How to complete this task
Each record below should be output verbatim, without pictures.

Data shown
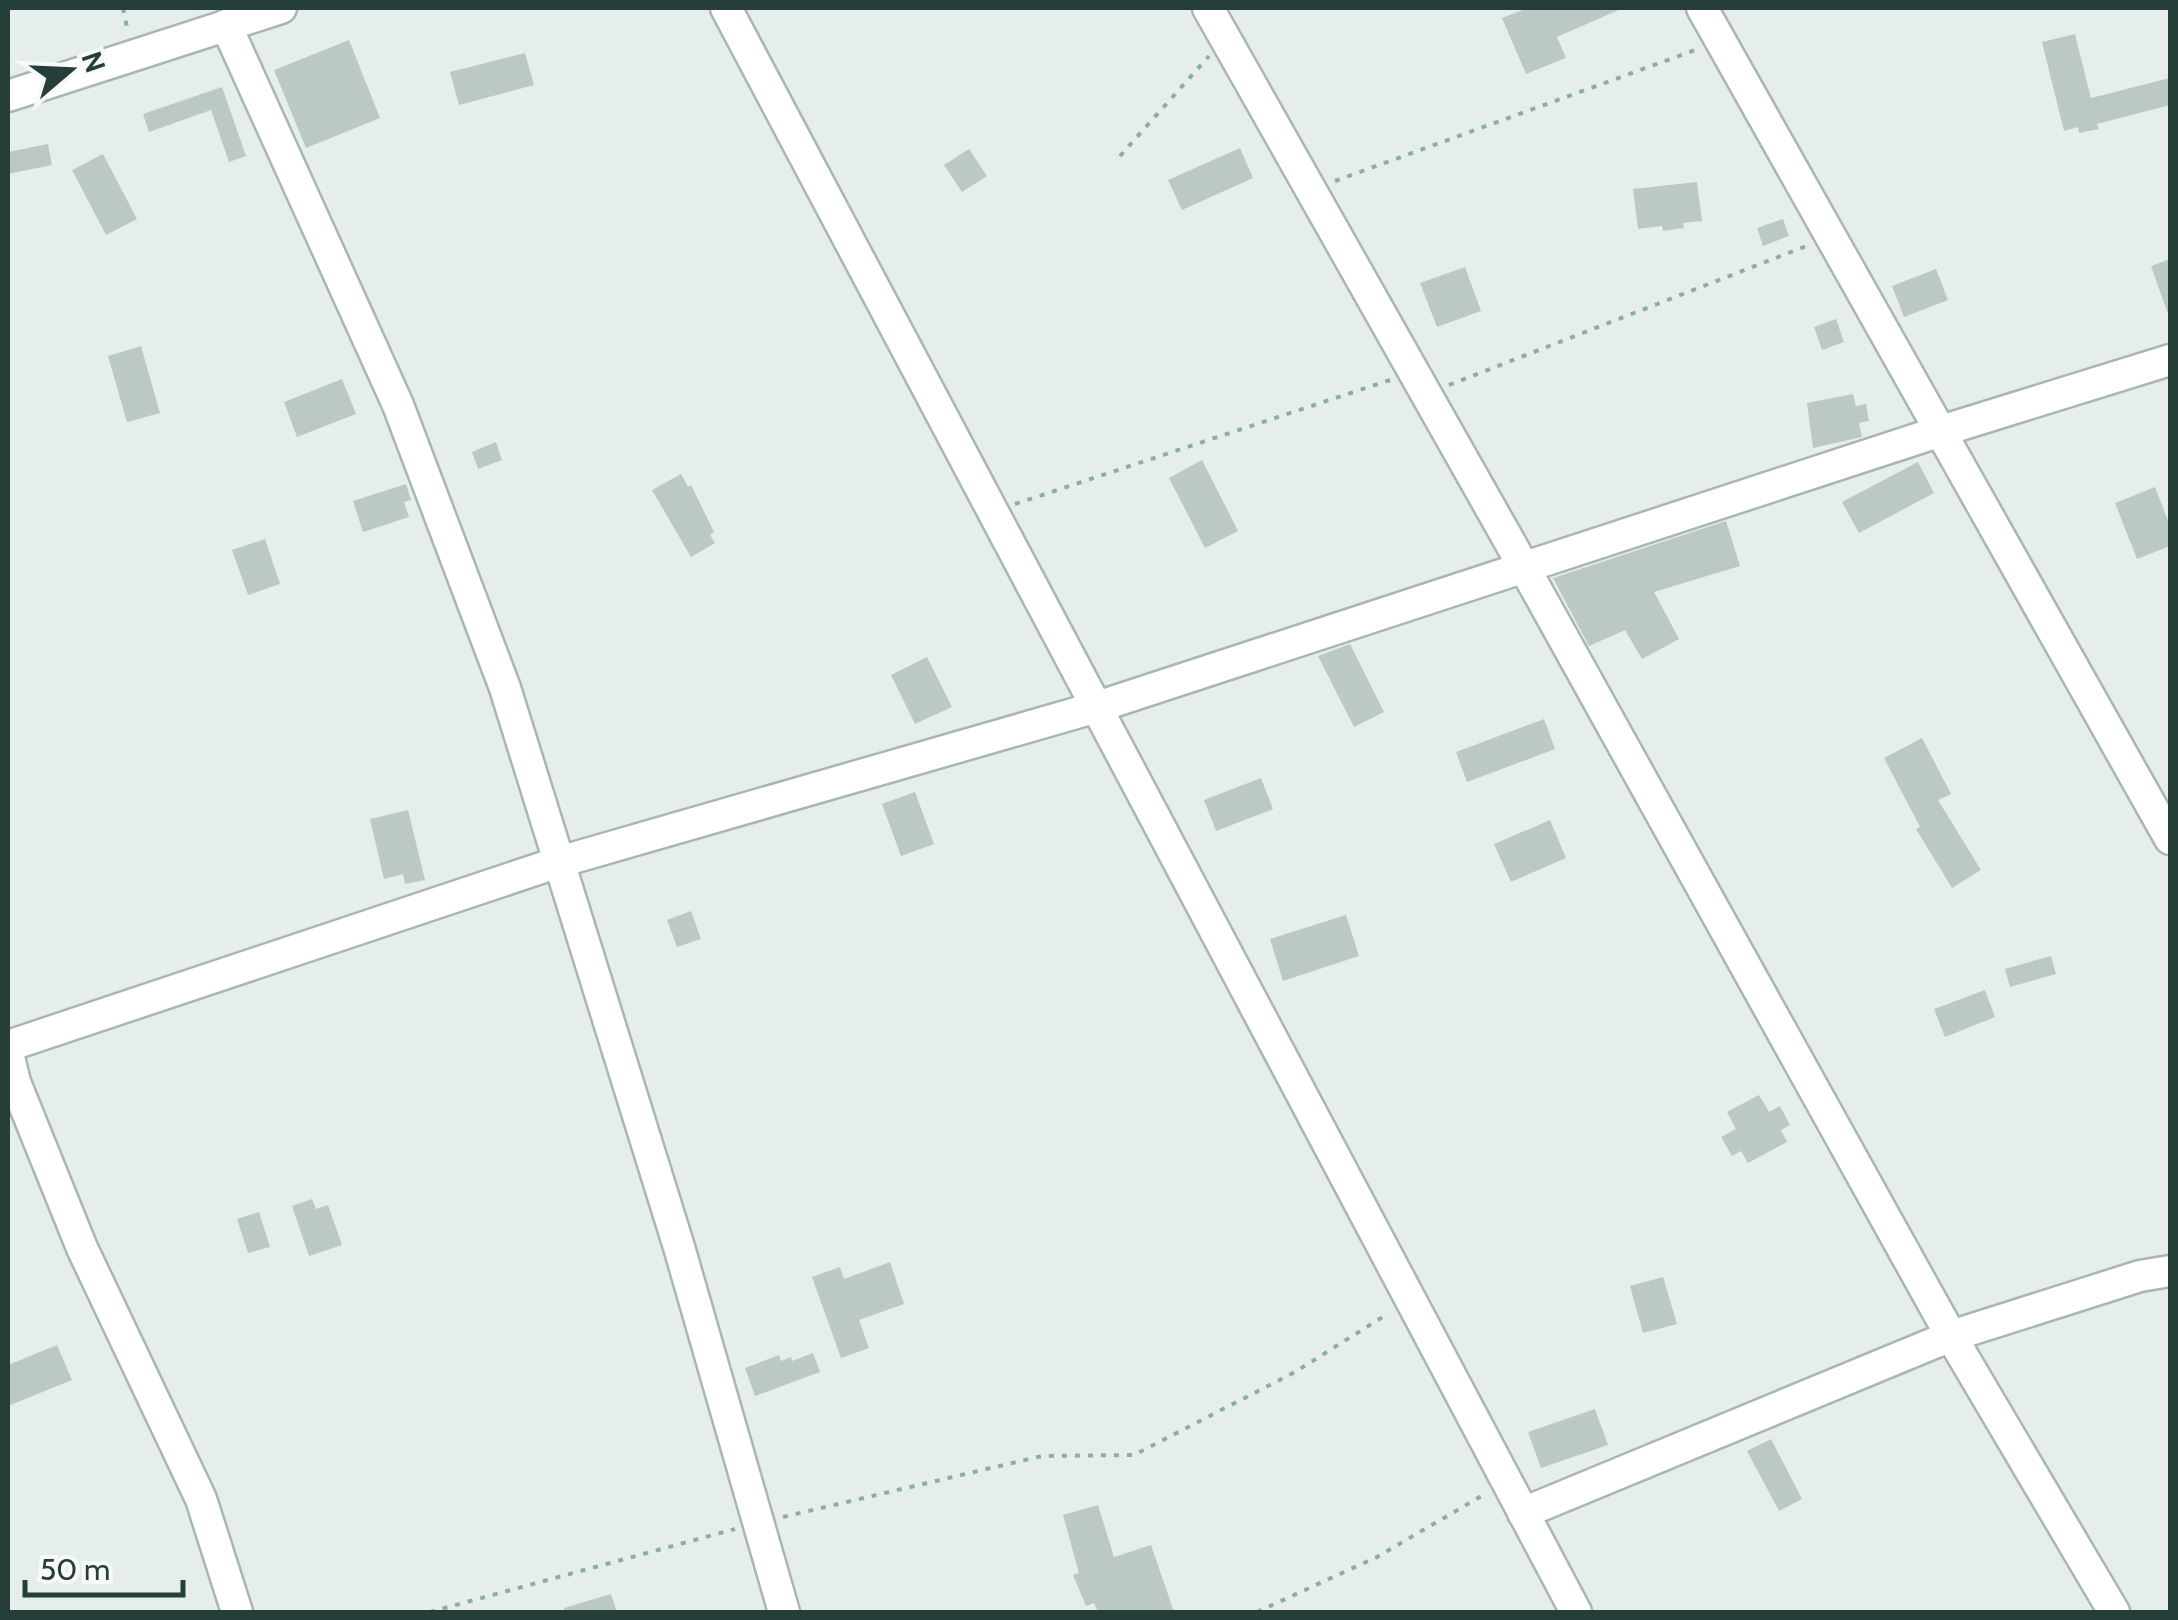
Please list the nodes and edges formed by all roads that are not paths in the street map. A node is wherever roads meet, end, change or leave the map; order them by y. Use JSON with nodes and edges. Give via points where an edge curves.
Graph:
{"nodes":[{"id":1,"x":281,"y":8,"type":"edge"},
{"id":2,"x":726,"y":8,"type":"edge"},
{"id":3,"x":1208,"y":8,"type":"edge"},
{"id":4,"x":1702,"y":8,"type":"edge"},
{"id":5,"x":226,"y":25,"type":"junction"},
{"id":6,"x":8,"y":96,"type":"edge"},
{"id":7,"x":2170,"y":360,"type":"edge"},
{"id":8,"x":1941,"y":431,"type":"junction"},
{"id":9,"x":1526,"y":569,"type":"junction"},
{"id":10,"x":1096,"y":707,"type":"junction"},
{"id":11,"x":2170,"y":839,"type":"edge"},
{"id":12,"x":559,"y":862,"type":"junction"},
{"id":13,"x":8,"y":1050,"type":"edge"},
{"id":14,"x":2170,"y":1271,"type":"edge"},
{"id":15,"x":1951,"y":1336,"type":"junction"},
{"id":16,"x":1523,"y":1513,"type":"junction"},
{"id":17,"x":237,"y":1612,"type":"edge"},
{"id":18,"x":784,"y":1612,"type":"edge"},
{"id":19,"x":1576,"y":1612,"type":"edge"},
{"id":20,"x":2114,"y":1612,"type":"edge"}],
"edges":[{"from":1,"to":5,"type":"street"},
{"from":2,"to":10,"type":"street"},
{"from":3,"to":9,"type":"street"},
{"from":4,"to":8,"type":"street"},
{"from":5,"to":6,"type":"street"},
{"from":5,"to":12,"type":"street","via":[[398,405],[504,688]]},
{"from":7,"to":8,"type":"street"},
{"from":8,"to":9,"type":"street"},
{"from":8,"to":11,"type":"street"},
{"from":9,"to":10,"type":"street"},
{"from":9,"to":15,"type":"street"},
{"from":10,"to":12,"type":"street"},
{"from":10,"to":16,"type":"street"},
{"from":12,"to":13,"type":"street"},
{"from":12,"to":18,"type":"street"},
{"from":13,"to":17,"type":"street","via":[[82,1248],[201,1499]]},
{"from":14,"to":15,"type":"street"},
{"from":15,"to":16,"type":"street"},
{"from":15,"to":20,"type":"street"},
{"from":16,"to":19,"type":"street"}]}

Reply to the exercise
Please list the nodes and edges formed by all roads that are not paths in the street map. A node is wherever roads meet, end, change or leave the map; order them by y. Use JSON with nodes and edges. Give via points where an edge curves.
Graph:
{"nodes":[{"id":1,"x":281,"y":8,"type":"edge"},
{"id":2,"x":726,"y":8,"type":"edge"},
{"id":3,"x":1208,"y":8,"type":"edge"},
{"id":4,"x":1702,"y":8,"type":"edge"},
{"id":5,"x":226,"y":25,"type":"junction"},
{"id":6,"x":8,"y":96,"type":"edge"},
{"id":7,"x":2170,"y":360,"type":"edge"},
{"id":8,"x":1941,"y":431,"type":"junction"},
{"id":9,"x":1526,"y":569,"type":"junction"},
{"id":10,"x":1096,"y":707,"type":"junction"},
{"id":11,"x":2170,"y":839,"type":"edge"},
{"id":12,"x":559,"y":862,"type":"junction"},
{"id":13,"x":8,"y":1050,"type":"edge"},
{"id":14,"x":2170,"y":1271,"type":"edge"},
{"id":15,"x":1951,"y":1336,"type":"junction"},
{"id":16,"x":1523,"y":1513,"type":"junction"},
{"id":17,"x":237,"y":1612,"type":"edge"},
{"id":18,"x":784,"y":1612,"type":"edge"},
{"id":19,"x":1576,"y":1612,"type":"edge"},
{"id":20,"x":2114,"y":1612,"type":"edge"}],
"edges":[{"from":1,"to":5,"type":"street"},
{"from":2,"to":10,"type":"street"},
{"from":3,"to":9,"type":"street"},
{"from":4,"to":8,"type":"street"},
{"from":5,"to":6,"type":"street"},
{"from":5,"to":12,"type":"street","via":[[398,405],[504,688]]},
{"from":7,"to":8,"type":"street"},
{"from":8,"to":9,"type":"street"},
{"from":8,"to":11,"type":"street"},
{"from":9,"to":10,"type":"street"},
{"from":9,"to":15,"type":"street"},
{"from":10,"to":12,"type":"street"},
{"from":10,"to":16,"type":"street"},
{"from":12,"to":13,"type":"street"},
{"from":12,"to":18,"type":"street"},
{"from":13,"to":17,"type":"street","via":[[82,1248],[201,1499]]},
{"from":14,"to":15,"type":"street"},
{"from":15,"to":16,"type":"street"},
{"from":15,"to":20,"type":"street"},
{"from":16,"to":19,"type":"street"}]}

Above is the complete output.